Work order: Pick every line out of the entries below that has the string "down", and copy it.

Record set:
______________________________
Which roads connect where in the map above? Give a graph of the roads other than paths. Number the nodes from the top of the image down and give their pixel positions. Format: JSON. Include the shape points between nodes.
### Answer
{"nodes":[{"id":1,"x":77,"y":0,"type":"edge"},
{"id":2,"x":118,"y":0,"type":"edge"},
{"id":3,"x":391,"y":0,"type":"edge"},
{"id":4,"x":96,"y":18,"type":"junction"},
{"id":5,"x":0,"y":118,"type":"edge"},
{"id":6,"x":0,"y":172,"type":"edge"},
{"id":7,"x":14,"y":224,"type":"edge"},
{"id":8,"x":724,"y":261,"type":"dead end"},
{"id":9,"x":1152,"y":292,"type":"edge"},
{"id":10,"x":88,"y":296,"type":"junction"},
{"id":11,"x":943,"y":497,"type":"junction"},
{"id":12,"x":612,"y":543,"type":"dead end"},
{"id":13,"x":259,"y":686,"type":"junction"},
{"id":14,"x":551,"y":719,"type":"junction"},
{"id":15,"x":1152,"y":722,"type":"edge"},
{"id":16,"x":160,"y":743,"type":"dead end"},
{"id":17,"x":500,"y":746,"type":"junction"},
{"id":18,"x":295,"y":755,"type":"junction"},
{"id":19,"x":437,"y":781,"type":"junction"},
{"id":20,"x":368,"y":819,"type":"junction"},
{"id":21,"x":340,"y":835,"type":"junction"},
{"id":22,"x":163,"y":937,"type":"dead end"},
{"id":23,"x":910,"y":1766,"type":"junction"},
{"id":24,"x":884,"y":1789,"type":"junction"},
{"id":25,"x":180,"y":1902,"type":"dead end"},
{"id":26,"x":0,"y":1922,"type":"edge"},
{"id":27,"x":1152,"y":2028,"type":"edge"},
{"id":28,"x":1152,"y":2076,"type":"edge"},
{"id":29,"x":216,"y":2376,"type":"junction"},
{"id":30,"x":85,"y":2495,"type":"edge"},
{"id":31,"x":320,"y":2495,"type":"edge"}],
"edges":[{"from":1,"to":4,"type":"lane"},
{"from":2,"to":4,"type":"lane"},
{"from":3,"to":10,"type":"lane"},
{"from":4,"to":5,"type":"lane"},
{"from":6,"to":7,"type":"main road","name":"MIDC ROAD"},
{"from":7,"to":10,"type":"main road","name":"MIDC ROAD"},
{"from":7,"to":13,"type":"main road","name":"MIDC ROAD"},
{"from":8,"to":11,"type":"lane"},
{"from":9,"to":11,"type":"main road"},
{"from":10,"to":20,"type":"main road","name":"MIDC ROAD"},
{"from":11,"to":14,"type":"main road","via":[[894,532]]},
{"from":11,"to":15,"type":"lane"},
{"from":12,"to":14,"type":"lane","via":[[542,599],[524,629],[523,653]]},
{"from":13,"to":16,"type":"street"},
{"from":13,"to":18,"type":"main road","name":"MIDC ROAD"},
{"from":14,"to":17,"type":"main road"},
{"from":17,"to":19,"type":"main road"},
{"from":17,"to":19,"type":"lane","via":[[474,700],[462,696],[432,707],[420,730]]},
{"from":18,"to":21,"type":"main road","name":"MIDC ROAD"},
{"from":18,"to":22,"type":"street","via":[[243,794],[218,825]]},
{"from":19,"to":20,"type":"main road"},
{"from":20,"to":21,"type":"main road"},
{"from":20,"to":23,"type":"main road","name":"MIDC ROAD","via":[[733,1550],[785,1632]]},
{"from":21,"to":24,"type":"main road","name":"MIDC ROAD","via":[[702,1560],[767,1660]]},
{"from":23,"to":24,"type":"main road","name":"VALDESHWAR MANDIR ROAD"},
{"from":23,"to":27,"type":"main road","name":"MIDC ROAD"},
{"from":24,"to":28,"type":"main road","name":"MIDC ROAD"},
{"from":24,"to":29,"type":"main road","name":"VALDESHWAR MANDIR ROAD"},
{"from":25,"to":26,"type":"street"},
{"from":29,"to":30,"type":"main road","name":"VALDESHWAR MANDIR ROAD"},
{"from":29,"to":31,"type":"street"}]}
______________________________
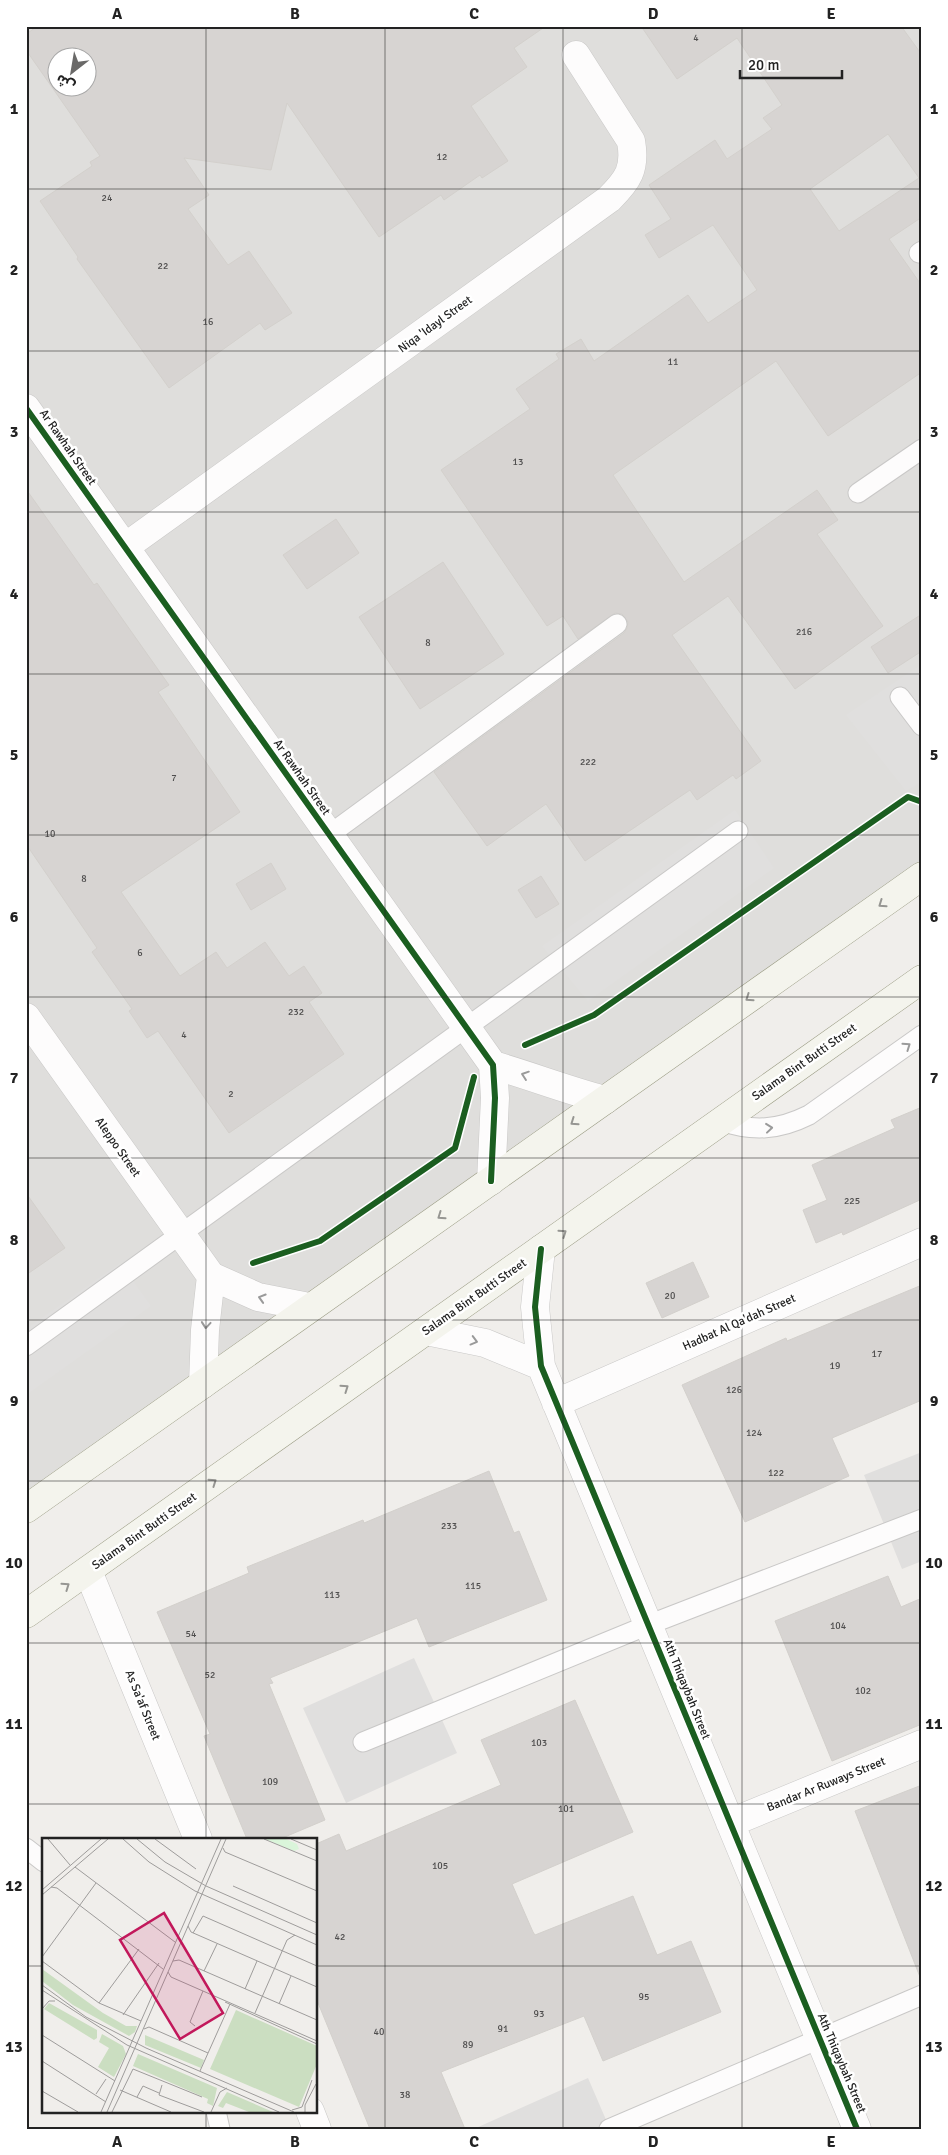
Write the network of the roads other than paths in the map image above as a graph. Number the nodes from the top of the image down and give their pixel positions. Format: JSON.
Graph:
______________________________
Written reply:
Which roads connect where in the map above? Give a graph of the roads other than paths. Number the nodes from the top of the image down and give their pixel positions. Format: JSON. Include the shape points between nodes.
Write the network of the roads other than paths in the map image above as a graph. Number the nodes from the top of the image down and give their pixel positions. Format: JSON.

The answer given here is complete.